Cinema com Rapadura

OPINIÃO   quarta-feira, 25 de janeiro de 2017

A Espera (2015): arte para ser sentida

Em razão de um roteiro cuja narrativa é pouco dinâmica, é imprescindível que o espectador entre em sintonia com a direção minimalista e o ritmo lento.

Cinema é arte, nem sempre arte de boa qualidade, mas sempre arte (salvo quando há ofensa ao admirador, como quando há manifestação preconceituosa). Algumas manifestações artísticas têm um nó a ser desatado, outras são um nó a ser admirado. Vale dizer, a arte pode consistir em um exercício evolutivo (uma narrativa literária, por exemplo) ou em uma contemplação imediata (uma pintura, uma escultura etc.). No caso do cinema, há filmes que colocam destaque na história a ser contada, isto é, na narrativa que se desenvolve, outros preferem uma atmosfera mais estática. Em ambos, o objetivo é fazer o público sentir algo. “A Espera” não é exceção, todavia, não é fácil afirmar o sentimento que ele gera.

O longa acompanha Anna (Juliette Binoche, de “Ninguém Deseja a Noite“) e Jeanne (Lou de Laâge, “Respire”), respectivamente, mãe e namorada de Giuseppe, que passam alguns dias na mesma casa, na Sicília. O que Jeanne não sabe é que Giuseppe faleceu e que Anna se aproveita disso para conhecê-la melhor, escondendo a morte do filho. Assim, a narrativa pouco evolui, apenas retratando o convívio das duas e as tratativas de Anna para esconder de Jeanne que “a espera” é por alguém que não vai aparecer.

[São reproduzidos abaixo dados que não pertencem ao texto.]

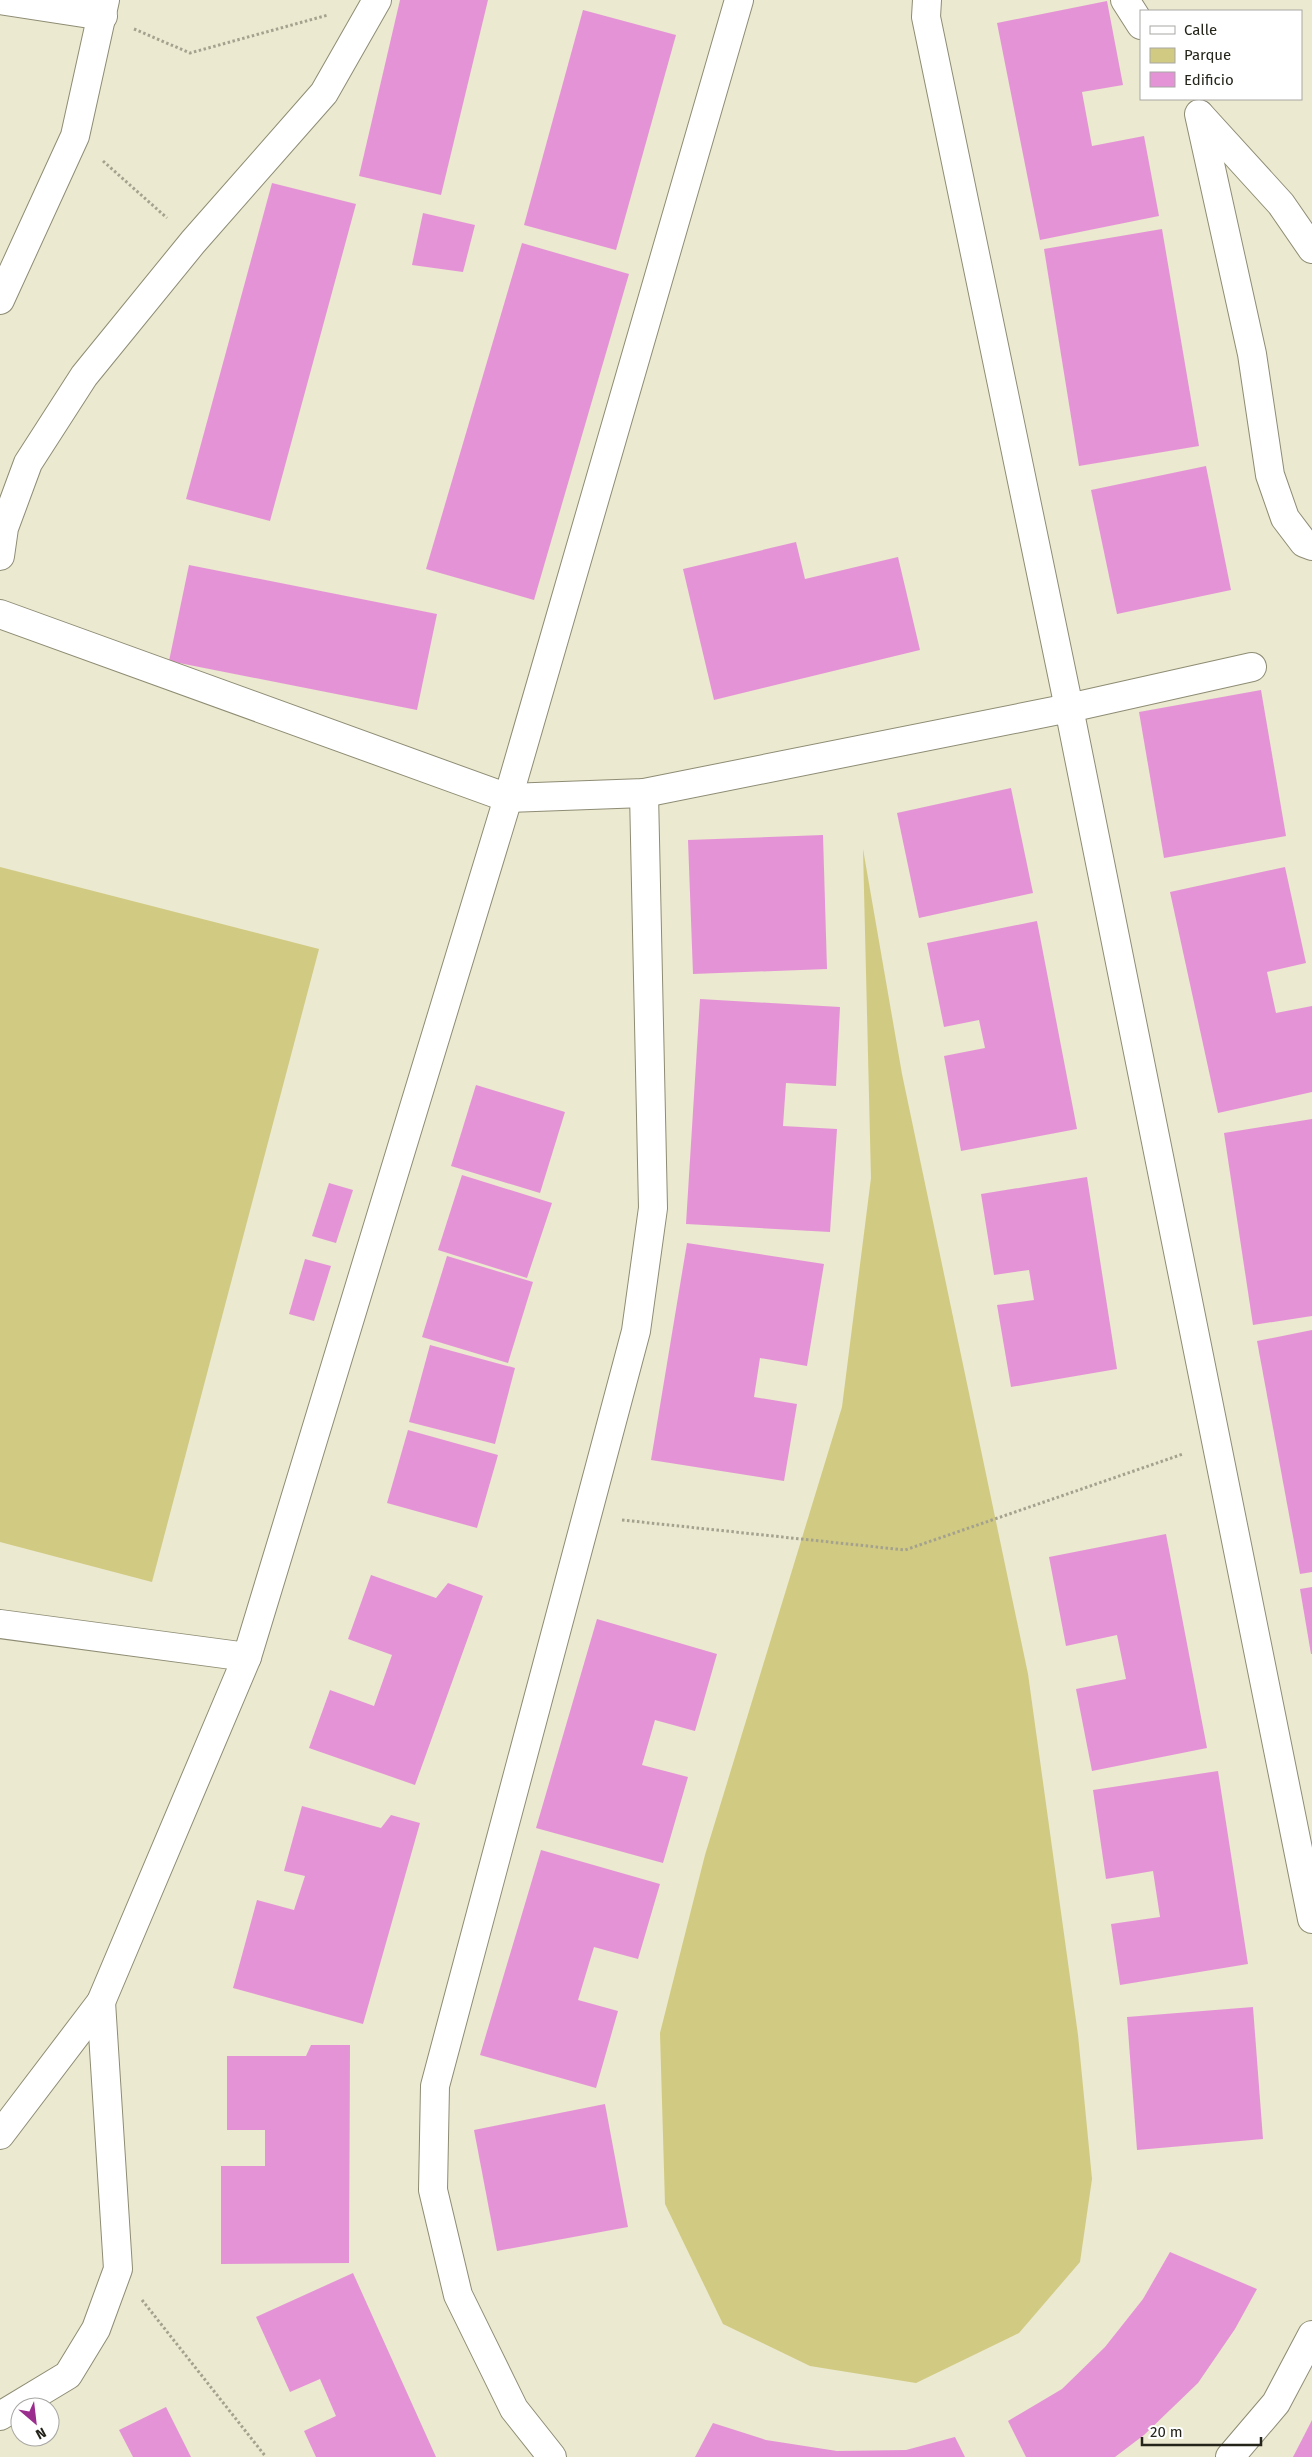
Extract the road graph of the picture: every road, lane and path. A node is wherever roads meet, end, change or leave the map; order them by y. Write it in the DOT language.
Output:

Sem uma estrutura clara de três atos, a produção ítalo-francesa tem um bom e promissor argumento, mal aproveitado em razão do vazio narrativo. Não que não aconteça nada, mas os eventos são escassos e de impacto diminuto – o que gera quase um espaço em branco durante os cem minutos. Na prática, muitos poderão considerar a película tediosa se não entrarem no ritmo geral do longa. É onde entra o trabalho do diretor Piero Messina (assistente de direção de Paolo Sorrentino em “A Grande Beleza”), que precisa contagiar o público com seu ritmo minimalista.

A linda fotografia é resultado dos cenários naturais da Sicília, vistos com pouca luz (inclusive aproveitando a luz natural) em planos voltados à contemplação da natureza – incluindo a aridez do local. O que se vê são imagens de uma estrada pouco movimentada, um bosque, um lago, em síntese, paisagens bucólicas. Tudo é muito bem planejado em enquadramentos cirúrgicos, como aquele em que o empregado é centralizado horizontalmente enquanto fecha a cortina. O enquadramento centralizado se repete, simbolismo que indica imparcialidade (do filme, não necessariamente do espectador) quanto às personagens: o sofrimento implosivo de Anna não prevalece sobre a ingenuidade angustiante de Jeanne, tampouco o contrário ocorre. Logo, o público pode julgar a conduta de uma ou de outra brecha dada pela fita.

Contribui para o minimalismo o fato de o filme ter pouquíssimos sons. Exceto por uma música instrumental mais agitada nos minutos finais, quando cresce – o desfecho é sugestivo e ambíguo –, são ouvidas apenas duas músicas intradiegéticas, preponderando um silêncio assustador (rompido pelo barulho da pipoca, nunca antes tão audível). Também é compatível a caracterização das personagens, que usam roupas discretas e até mesmo atuam sem exageros. No caso de Binoche (em mais um excelente trabalho), sua forma física esbelta corrobora com o envelhecimento precoce da personagem, diversamente de Laâge (uma cópia mal feita de Teresa Palmer, pois a francesa sabe atuar), que exibe seu corpo em vários momentos. A química flui com naturalidade; quando elas interagem, parece uma conversa espontânea e não um texto decorado.

O calcanhar de Aquiles do longa reside no roteiro: com uma narrativa lenta e silenciosa, somente quem se conecta com a técnica de Messina na direção consegue aproveitar o que o filme oferece. Nesse caso, momentos questionáveis (em especial relacionado a dois amigos que surgem do nada e um empregado sem propósito no contexto) são interpretados como parte da experiência (e não como sequências inverossímeis ou despropositadas). É necessário, porém, estar disposto a sentir a arte de “A Espera”. Trata-se de um filme de momento, não para ser levado nem lembrado.